[[ Source records open ]]

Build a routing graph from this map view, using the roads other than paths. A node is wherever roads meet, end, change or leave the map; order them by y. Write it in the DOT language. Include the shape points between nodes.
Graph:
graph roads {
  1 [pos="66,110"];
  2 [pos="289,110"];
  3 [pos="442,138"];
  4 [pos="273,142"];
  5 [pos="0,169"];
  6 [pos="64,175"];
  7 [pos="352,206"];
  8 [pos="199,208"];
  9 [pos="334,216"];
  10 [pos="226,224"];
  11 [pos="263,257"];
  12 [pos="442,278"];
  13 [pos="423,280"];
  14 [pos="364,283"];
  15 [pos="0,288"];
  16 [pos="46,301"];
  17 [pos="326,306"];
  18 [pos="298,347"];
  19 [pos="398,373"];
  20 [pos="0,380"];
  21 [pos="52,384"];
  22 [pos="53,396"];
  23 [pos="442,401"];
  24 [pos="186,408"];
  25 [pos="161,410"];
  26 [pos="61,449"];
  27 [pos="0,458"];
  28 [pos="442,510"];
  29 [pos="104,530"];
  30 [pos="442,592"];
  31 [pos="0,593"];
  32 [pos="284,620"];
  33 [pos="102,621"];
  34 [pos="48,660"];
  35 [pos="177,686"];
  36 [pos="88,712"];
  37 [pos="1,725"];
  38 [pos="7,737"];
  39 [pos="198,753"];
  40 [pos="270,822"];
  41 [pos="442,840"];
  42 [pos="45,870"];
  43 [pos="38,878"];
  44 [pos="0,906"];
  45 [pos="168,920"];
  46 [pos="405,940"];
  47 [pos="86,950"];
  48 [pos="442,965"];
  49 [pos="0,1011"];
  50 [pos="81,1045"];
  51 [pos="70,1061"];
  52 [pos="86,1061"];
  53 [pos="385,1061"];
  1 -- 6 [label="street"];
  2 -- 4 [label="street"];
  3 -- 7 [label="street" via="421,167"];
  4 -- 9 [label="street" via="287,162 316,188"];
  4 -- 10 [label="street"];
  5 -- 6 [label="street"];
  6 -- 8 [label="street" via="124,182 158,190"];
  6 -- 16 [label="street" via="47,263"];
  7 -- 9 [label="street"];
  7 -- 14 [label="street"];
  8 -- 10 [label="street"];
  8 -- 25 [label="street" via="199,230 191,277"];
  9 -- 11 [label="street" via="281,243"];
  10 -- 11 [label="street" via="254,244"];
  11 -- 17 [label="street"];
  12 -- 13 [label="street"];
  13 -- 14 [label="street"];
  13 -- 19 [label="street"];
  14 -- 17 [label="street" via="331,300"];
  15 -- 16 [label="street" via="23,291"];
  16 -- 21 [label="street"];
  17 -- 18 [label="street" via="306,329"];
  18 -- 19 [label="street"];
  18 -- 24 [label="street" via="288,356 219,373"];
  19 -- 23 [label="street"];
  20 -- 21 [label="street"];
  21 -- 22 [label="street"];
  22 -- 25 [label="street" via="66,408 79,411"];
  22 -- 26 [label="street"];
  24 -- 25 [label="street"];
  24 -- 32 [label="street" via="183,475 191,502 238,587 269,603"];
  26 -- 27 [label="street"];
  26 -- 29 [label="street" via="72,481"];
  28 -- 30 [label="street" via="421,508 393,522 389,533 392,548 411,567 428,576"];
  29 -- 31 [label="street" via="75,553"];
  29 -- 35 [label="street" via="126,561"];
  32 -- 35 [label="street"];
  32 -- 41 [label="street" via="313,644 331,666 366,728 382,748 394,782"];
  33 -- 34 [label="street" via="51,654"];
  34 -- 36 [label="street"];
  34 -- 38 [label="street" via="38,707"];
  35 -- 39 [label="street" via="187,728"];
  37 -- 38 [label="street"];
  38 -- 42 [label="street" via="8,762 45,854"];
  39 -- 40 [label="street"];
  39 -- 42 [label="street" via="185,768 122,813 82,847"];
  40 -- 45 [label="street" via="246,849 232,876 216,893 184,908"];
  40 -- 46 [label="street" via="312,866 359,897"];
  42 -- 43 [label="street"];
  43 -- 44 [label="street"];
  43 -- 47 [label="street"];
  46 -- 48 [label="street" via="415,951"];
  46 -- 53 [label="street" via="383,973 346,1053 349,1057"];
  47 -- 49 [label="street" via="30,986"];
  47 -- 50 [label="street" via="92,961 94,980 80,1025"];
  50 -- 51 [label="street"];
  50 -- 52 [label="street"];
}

[[ Source records closed ]]

The task:
Your task is to transcribe the material, which must come out exactly as written.

Answer section:
Build a routing graph from this map view, using the roads other than paths. A node is wherever roads meet, end, change or leave the map; order them by y. Write it in the DOT language. Include the shape points between nodes.
Graph:
graph roads {
  1 [pos="66,110"];
  2 [pos="289,110"];
  3 [pos="442,138"];
  4 [pos="273,142"];
  5 [pos="0,169"];
  6 [pos="64,175"];
  7 [pos="352,206"];
  8 [pos="199,208"];
  9 [pos="334,216"];
  10 [pos="226,224"];
  11 [pos="263,257"];
  12 [pos="442,278"];
  13 [pos="423,280"];
  14 [pos="364,283"];
  15 [pos="0,288"];
  16 [pos="46,301"];
  17 [pos="326,306"];
  18 [pos="298,347"];
  19 [pos="398,373"];
  20 [pos="0,380"];
  21 [pos="52,384"];
  22 [pos="53,396"];
  23 [pos="442,401"];
  24 [pos="186,408"];
  25 [pos="161,410"];
  26 [pos="61,449"];
  27 [pos="0,458"];
  28 [pos="442,510"];
  29 [pos="104,530"];
  30 [pos="442,592"];
  31 [pos="0,593"];
  32 [pos="284,620"];
  33 [pos="102,621"];
  34 [pos="48,660"];
  35 [pos="177,686"];
  36 [pos="88,712"];
  37 [pos="1,725"];
  38 [pos="7,737"];
  39 [pos="198,753"];
  40 [pos="270,822"];
  41 [pos="442,840"];
  42 [pos="45,870"];
  43 [pos="38,878"];
  44 [pos="0,906"];
  45 [pos="168,920"];
  46 [pos="405,940"];
  47 [pos="86,950"];
  48 [pos="442,965"];
  49 [pos="0,1011"];
  50 [pos="81,1045"];
  51 [pos="70,1061"];
  52 [pos="86,1061"];
  53 [pos="385,1061"];
  1 -- 6 [label="street"];
  2 -- 4 [label="street"];
  3 -- 7 [label="street" via="421,167"];
  4 -- 9 [label="street" via="287,162 316,188"];
  4 -- 10 [label="street"];
  5 -- 6 [label="street"];
  6 -- 8 [label="street" via="124,182 158,190"];
  6 -- 16 [label="street" via="47,263"];
  7 -- 9 [label="street"];
  7 -- 14 [label="street"];
  8 -- 10 [label="street"];
  8 -- 25 [label="street" via="199,230 191,277"];
  9 -- 11 [label="street" via="281,243"];
  10 -- 11 [label="street" via="254,244"];
  11 -- 17 [label="street"];
  12 -- 13 [label="street"];
  13 -- 14 [label="street"];
  13 -- 19 [label="street"];
  14 -- 17 [label="street" via="331,300"];
  15 -- 16 [label="street" via="23,291"];
  16 -- 21 [label="street"];
  17 -- 18 [label="street" via="306,329"];
  18 -- 19 [label="street"];
  18 -- 24 [label="street" via="288,356 219,373"];
  19 -- 23 [label="street"];
  20 -- 21 [label="street"];
  21 -- 22 [label="street"];
  22 -- 25 [label="street" via="66,408 79,411"];
  22 -- 26 [label="street"];
  24 -- 25 [label="street"];
  24 -- 32 [label="street" via="183,475 191,502 238,587 269,603"];
  26 -- 27 [label="street"];
  26 -- 29 [label="street" via="72,481"];
  28 -- 30 [label="street" via="421,508 393,522 389,533 392,548 411,567 428,576"];
  29 -- 31 [label="street" via="75,553"];
  29 -- 35 [label="street" via="126,561"];
  32 -- 35 [label="street"];
  32 -- 41 [label="street" via="313,644 331,666 366,728 382,748 394,782"];
  33 -- 34 [label="street" via="51,654"];
  34 -- 36 [label="street"];
  34 -- 38 [label="street" via="38,707"];
  35 -- 39 [label="street" via="187,728"];
  37 -- 38 [label="street"];
  38 -- 42 [label="street" via="8,762 45,854"];
  39 -- 40 [label="street"];
  39 -- 42 [label="street" via="185,768 122,813 82,847"];
  40 -- 45 [label="street" via="246,849 232,876 216,893 184,908"];
  40 -- 46 [label="street" via="312,866 359,897"];
  42 -- 43 [label="street"];
  43 -- 44 [label="street"];
  43 -- 47 [label="street"];
  46 -- 48 [label="street" via="415,951"];
  46 -- 53 [label="street" via="383,973 346,1053 349,1057"];
  47 -- 49 [label="street" via="30,986"];
  47 -- 50 [label="street" via="92,961 94,980 80,1025"];
  50 -- 51 [label="street"];
  50 -- 52 [label="street"];
}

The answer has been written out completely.